Построить свой дом на речном берегу.


И на пустырях я цветы посажу:


На родине можно забыть тесноту.


Увижу Раннох ли? Хотелось бы знать…


Коснусь ли земли, в коей предки лежат?


Уснём мы спокойно под шум корабля,


Я и костюм мой,


Костюм мой и я».

Когда всё закончилось, «Кила Си'ях», как парусный корабль, понёсся в ночи, а за ним последовал серебряный след. Это были замёрзшие, блестящие тела любимых, упокоившихся в недрах космоса, и среди них единственный без язв и крови — Малак'Рафа и его остекленевшие глаза, обращённые назад, к Млечному Пути.

ЭПИЛОГ

Борбала Феранк устроилась в своей криокапсуле.

— Увидимся по другую сторону, — сказала Анакс Терион, усевшись на краю капсулы.

— Увидимся? — весело ответила батарианка. — Расскажи мне правду, Анакс. Я слышала всю эту ложь. Расскажи правду о себе, и мы там встретимся, я даже придержу для тебя домик, ожидая в любом мире, который Первопроходцы найдут для батарианцев.

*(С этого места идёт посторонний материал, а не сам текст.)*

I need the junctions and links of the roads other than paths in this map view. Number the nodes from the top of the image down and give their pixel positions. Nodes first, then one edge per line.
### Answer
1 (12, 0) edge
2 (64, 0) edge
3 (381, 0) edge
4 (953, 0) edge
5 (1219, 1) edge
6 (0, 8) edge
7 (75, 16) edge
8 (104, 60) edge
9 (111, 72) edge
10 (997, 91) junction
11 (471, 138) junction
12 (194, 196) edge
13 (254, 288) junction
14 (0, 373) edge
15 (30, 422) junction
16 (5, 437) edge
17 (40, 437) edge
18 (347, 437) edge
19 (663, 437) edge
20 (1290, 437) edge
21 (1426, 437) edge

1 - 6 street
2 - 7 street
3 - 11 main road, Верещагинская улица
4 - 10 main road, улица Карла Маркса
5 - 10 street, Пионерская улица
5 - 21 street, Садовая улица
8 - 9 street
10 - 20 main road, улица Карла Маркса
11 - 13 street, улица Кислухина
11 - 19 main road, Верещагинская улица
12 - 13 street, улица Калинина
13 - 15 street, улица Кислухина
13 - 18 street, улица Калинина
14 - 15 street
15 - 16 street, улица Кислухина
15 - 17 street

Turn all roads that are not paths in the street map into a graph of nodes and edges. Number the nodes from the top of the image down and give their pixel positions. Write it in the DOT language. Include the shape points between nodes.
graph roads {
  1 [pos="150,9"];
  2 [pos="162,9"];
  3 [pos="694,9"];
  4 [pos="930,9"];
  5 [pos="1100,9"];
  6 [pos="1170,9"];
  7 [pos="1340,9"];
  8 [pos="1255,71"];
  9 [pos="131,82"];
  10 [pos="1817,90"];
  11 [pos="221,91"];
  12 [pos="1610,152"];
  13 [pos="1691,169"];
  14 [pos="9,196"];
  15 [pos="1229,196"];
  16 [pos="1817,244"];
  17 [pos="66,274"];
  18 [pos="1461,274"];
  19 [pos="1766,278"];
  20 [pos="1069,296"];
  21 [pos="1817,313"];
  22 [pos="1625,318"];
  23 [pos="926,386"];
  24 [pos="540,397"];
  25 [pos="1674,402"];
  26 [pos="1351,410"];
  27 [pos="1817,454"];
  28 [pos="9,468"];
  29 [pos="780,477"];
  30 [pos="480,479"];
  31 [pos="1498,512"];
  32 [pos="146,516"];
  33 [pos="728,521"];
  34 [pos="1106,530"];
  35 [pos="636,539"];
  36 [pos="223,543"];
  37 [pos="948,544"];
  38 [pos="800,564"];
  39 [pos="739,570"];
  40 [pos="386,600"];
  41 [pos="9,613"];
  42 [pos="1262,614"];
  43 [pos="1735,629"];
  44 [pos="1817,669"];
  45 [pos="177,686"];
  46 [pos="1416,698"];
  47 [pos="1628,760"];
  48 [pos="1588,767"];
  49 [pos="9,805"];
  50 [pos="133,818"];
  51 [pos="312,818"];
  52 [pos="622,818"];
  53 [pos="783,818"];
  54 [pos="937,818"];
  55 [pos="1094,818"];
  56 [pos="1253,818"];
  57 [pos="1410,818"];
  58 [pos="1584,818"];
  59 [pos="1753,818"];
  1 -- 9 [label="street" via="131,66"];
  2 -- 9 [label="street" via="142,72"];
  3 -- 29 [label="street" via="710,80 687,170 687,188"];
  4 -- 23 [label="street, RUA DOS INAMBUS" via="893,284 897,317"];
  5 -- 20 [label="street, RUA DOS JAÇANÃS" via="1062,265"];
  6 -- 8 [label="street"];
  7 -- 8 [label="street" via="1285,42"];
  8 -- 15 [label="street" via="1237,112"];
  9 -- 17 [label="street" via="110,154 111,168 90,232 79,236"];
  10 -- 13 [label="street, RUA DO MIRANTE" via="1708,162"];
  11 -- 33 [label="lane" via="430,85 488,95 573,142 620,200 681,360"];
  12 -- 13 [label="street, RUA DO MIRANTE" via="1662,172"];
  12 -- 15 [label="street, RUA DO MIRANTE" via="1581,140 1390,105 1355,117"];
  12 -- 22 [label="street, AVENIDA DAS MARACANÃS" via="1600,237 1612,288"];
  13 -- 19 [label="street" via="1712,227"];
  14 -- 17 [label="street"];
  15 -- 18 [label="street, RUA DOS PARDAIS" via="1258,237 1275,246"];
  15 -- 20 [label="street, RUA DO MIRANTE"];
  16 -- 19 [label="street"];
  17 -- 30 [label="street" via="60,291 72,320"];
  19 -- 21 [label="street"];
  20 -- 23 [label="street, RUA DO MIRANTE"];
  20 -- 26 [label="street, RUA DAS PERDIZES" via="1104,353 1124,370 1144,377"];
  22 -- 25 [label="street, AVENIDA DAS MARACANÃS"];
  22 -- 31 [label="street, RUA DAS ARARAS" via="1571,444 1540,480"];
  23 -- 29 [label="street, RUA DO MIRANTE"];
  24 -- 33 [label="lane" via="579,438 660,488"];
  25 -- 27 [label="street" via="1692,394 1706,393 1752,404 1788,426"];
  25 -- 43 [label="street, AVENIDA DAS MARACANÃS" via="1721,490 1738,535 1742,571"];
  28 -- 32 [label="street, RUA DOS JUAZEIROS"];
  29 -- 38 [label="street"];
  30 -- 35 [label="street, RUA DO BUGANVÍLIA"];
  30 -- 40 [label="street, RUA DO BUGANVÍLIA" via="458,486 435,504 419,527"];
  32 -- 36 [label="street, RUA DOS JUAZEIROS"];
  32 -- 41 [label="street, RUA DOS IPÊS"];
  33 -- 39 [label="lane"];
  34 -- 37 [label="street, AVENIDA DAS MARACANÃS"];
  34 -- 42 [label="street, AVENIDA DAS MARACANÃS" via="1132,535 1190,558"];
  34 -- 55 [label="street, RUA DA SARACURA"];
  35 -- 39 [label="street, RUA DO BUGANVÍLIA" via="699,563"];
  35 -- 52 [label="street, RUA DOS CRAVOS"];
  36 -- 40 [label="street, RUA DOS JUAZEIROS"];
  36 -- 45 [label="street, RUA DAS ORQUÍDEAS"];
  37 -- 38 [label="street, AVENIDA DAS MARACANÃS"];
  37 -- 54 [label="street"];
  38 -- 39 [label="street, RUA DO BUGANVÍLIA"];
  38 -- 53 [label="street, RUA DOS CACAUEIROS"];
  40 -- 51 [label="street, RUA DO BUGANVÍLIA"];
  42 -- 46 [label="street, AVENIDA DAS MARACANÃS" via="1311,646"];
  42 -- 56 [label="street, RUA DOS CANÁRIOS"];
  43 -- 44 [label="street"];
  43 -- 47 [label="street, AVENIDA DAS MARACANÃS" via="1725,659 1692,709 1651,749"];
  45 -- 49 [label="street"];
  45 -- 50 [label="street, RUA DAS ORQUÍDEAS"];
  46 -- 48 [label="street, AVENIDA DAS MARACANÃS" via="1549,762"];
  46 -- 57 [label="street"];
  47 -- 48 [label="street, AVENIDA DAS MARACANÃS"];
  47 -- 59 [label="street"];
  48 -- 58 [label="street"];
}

Где-то, где приятно и сухо.

Анакс опустила тёмные глаза.

— Всё было правдой.

— Расскажи мне ещё одну.

— Хорошо. Я никогда не была связана с ханаром. Всю жизнь я была одна. Я наблюдала, как выбирают других дреллов, но должна была пойти собственным путём. Я не была в розыске. Если не считать Серого Посредника, желающего только получить секреты, которые я могла бы передать. Истории правдивы, но имена вымышлены. Это всегда была только я, иногда в компании, но в основном одна.

— Это правда? — спросила Борбала Феранк.

— Возможно, — улыбнулась Анакс Терион и наклонилась, чтобы поцеловать батарианку в её выбитый, высохший глаз, а потом робко, почти боясь, сделала то же с её губами. — Хорошо выспаться. Без сновидений. Найди меня в Андромеде.

Батарианская кожа в криостазе выглядела почти белой. Как и дрелльская.

* * *

— Системный отчёт, бабушка, — сказал Сенна'Нир, активируя последовательность стазиса в своей капсуле. Он сразу же почувствовал, что его начал одолевать сон.

— Называй меня Кила Си'ях. Всё равно никогда не представляла себя настолько старой, чтобы у меня были внннннн… Все системы оптимальны, коммандер.

Ну вот. Началось. Она забыла своё имя. К тому времени, когда кто-нибудь с «Нексуса» их отыщет, его предок будет полностью внедрена в базы данных корабля. Крошечная рыбка в огромном море. Не умерла, не исчезла, но и не Лиат. Но возможно… Возможно, он сможет навещать её время от времени. В его старой каюте, куда так ненадолго, почти живой попала она.

Криостаз сработал быстро. Он старался не думать о Кетси, боялся увидеть её во сне. Боялся увидеть сон, в котором ему придётся решить, рассказать ли, что произошло, или просто запретить стыковку до тех пор, пока не будут соблюдены процедуры полной дезактивации, и доложить об обычной эпидемии… необъяснимой, разрушительной, но оставшейся позади. Всё кончено. Остальное будет решением в тепле прибытия, а не в холодном прощении сна.

Если, конечно, есть что прощать.

— Прощай, бабуля, — прошептал он.

— До свидания, ке'сед. Пусть ангелы поют тебе… поют тебе… тебе поют… Входящее сообщение, коммандер.

Но никто не проснулся, чтобы получить его. «Кила Си'ях» летел сквозь тишину, подобно тусклому огоньку во тьме, к дому, который уже звал его.